WEBJET Limited has confirmed that the loss of overrides and commissions on international flights will cost it between $10 million and $12 million, with the company’s annual results (TD yesterday) providing the first public indication of how severely the reductions in base commissions paid by airlines are likely to impact the industry.
The figure was revealed in an investor presentation, which Ord Minnett Senior Research Analyst John O’Shea described as “setting the benchmark for disclosure” in contrast to other listed travel companies such as Helloworld Travel Limited, Corporate Travel Management and Flight Centre Travel Group, all of which have so far downplayed the impact of the commission cuts led by Qantas.
Webjet plans to mitigate much of the hit to its revenue by reducing local marketing spend, but “it raises questions over the quantum of the impact on other competitors within the segment,” O’Shea said yesterday.

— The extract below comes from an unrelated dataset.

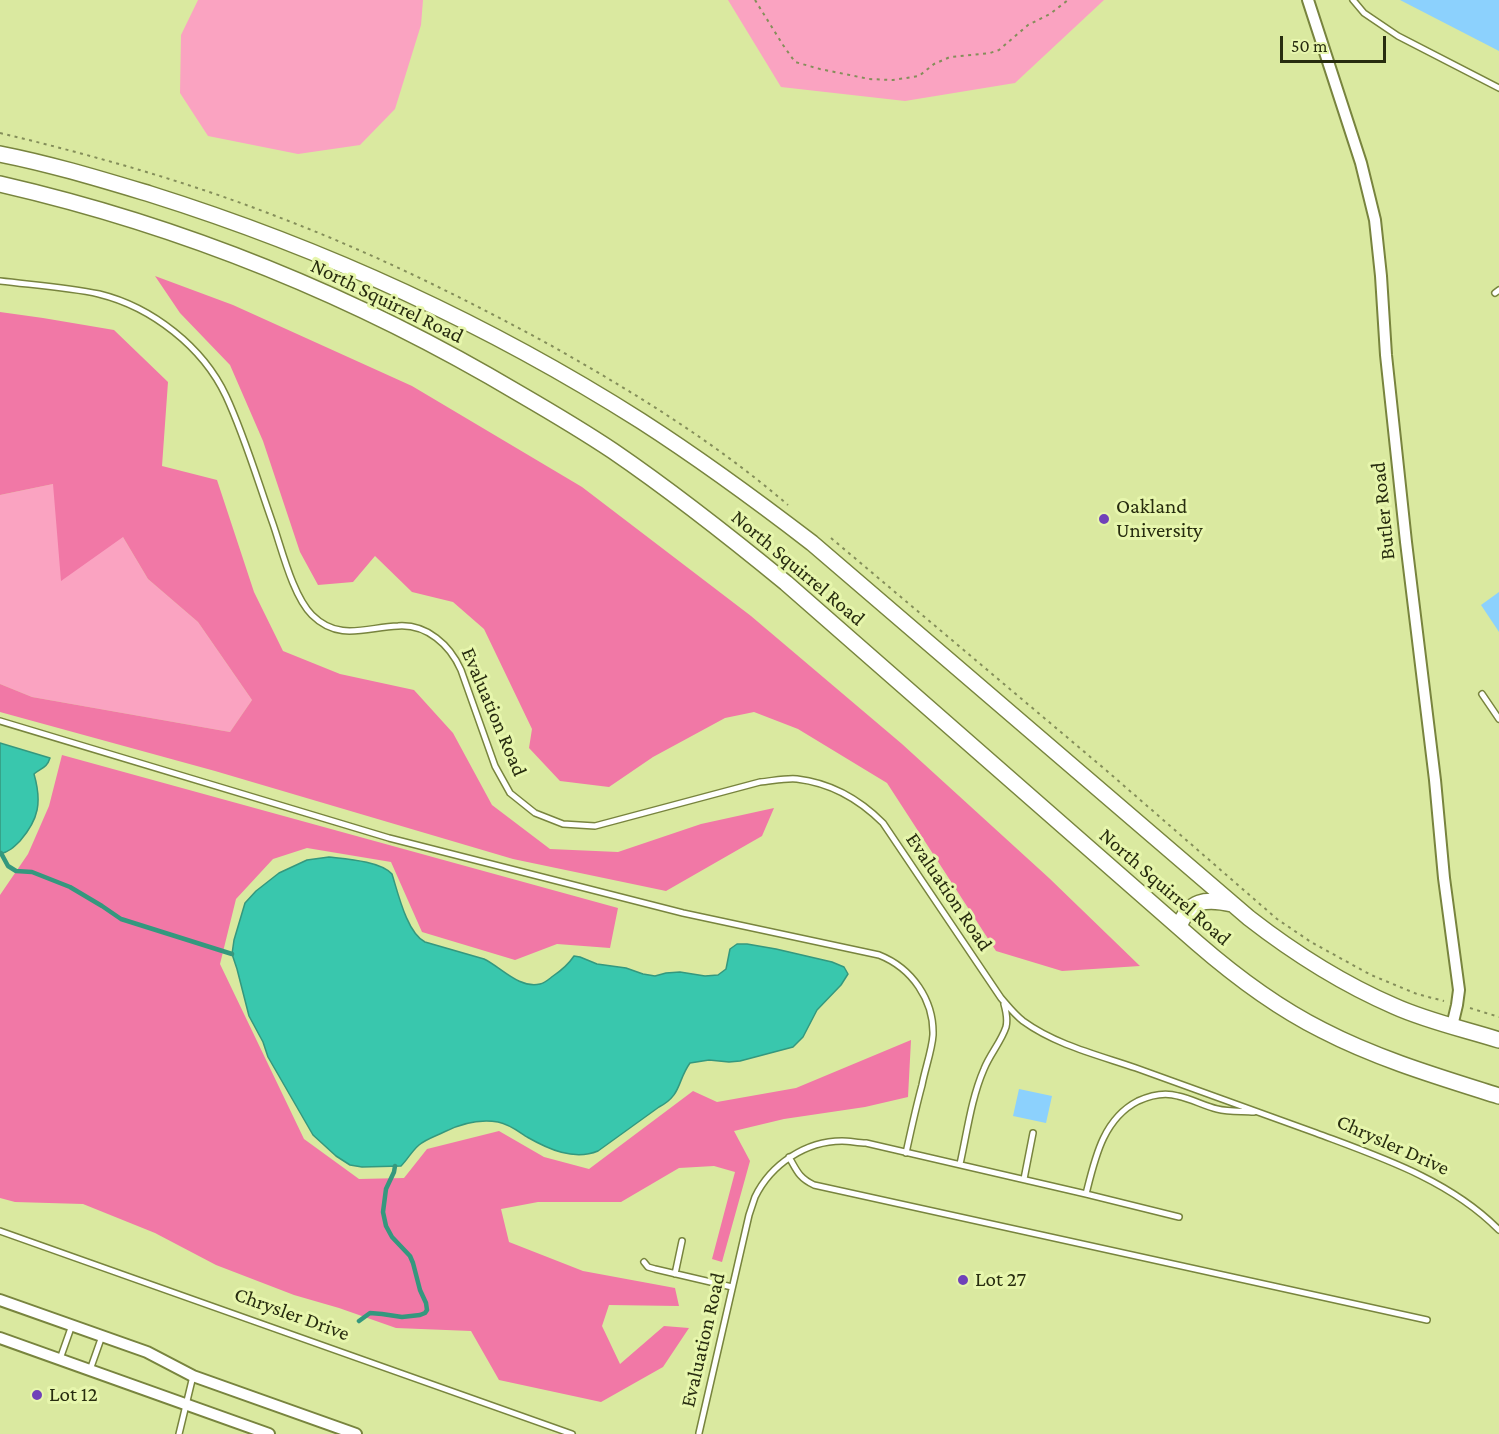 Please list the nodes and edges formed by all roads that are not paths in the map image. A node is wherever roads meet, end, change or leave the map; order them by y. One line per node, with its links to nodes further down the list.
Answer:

With the OTA being a relatively small player in the overall Australian outbound market, “if this is the impact of lower commissions on Webjet, imagine the impact on Flight Centre, Helloworld, etc,” he added.
The respected analyst said he expected Webjet’s mainstream flights business to emerge as a longer term structural winner from the pandemic.
“In our view, domestic travel agents have little choice but to increase focus on the fee for service component of their offering,” O’Shea said in a research note to clients.
“The Webjet online B2C offering is already a fee for service model, and we expect the division to continue to build on the market share gains (offline to online) delivered during the pandemic,” he predicted.